Letting go as a late‑life superpower
Psychologists sometimes talk about “selective optimisation” in later life: you keep what nourishes you and release what doesn’t. People who age with calm energy and a certain lightness are not lucky exceptions. They have, often slowly and painfully, edited their lives.
The biggest shift isn’t what they add after 60, but what they finally allow themselves to stop doing.
Here are nine habits they commonly leave behind, and how those choices shape a more peaceful, grounded everyday life.
1. Saying yes to everything
Perpetual availability looks kind in your 30s; by your 60s, it becomes exhausting. Older adults who remain vibrant tend to treat their time and energy as limited resources, not public property.

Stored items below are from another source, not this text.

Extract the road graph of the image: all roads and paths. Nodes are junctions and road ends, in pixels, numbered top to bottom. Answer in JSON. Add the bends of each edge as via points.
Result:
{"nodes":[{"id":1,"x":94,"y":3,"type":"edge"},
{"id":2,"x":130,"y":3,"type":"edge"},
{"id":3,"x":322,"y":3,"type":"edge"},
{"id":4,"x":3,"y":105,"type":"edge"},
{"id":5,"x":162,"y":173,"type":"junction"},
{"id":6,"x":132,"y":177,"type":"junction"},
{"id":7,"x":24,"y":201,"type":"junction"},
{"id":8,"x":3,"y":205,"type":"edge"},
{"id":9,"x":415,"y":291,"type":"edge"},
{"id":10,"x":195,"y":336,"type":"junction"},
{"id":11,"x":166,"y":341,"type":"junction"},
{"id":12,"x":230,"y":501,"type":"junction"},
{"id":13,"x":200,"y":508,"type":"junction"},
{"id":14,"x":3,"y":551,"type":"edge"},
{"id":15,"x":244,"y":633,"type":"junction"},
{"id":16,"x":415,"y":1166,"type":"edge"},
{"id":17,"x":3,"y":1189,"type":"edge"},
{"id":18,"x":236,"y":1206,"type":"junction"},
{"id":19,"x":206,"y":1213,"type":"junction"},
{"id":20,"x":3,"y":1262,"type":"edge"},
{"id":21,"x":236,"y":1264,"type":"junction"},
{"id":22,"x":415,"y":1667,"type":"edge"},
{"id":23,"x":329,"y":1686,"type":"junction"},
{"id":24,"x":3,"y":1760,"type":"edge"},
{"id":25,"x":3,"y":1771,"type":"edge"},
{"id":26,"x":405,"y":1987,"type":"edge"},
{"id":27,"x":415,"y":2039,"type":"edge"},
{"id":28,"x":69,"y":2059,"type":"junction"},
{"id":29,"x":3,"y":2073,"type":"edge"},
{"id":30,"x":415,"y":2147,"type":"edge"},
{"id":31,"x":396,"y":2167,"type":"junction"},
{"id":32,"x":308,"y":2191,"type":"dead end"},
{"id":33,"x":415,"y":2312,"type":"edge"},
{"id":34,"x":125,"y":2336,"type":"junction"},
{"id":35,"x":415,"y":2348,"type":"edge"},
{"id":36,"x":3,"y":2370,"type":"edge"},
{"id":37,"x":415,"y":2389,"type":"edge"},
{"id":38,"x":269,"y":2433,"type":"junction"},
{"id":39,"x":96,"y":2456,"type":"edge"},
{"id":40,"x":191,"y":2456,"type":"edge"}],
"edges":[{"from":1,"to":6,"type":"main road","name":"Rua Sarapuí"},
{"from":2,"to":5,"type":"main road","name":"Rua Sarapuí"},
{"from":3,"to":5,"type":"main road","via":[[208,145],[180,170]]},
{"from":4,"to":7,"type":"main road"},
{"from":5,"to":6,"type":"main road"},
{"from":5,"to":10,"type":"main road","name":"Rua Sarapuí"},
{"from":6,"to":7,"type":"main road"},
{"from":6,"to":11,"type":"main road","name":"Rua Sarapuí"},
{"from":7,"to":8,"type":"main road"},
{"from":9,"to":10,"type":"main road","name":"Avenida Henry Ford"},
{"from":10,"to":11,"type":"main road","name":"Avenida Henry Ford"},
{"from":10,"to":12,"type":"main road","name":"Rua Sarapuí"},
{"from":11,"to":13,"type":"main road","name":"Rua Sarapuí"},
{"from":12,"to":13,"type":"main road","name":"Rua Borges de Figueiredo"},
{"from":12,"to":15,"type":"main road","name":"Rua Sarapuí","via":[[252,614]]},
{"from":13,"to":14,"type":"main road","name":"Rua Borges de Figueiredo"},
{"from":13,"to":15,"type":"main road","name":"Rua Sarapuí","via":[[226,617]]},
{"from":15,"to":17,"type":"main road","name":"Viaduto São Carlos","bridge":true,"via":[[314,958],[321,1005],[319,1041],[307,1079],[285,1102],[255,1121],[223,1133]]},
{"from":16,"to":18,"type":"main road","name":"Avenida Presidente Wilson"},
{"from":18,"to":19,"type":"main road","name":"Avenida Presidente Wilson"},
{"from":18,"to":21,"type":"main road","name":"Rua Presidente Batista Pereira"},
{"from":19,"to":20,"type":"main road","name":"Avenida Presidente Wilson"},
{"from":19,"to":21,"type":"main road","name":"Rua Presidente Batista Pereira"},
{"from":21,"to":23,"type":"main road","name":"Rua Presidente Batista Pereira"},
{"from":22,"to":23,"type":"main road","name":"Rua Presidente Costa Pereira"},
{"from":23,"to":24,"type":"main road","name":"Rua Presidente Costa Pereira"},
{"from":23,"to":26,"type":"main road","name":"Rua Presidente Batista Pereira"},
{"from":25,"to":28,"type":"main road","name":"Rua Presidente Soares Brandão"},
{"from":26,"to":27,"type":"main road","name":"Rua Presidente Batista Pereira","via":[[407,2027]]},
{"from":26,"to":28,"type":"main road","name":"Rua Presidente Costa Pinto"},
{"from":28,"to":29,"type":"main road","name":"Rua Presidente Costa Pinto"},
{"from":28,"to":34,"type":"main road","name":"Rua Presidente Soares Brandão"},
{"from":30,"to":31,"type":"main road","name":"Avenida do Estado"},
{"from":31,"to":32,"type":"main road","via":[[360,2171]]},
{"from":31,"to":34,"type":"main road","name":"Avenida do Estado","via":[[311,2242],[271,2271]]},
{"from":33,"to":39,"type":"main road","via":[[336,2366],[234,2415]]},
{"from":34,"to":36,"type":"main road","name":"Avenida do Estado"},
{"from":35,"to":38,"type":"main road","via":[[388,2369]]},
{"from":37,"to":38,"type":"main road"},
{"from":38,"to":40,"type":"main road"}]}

They stop automatically agreeing to every family favour, committee, or last‑minute request. Instead, they pause and ask: “Does this match my values and current energy levels?” If the answer is no, they let the request go.
Every unnecessary “yes” is, in practice, a quiet “no” to rest, joy or health.
Research on self‑control shows that people who know how to say no enjoy better emotional balance and more satisfying relationships. In later life, that skill can be the difference between constant fatigue and a week that still has pockets of genuine pleasure.
2. Chasing other people’s approval
Many people spend decades living by invisible scorecards: what the boss thinks, what siblings think, what social media thinks. The happiest over‑60s tend to step off that treadmill.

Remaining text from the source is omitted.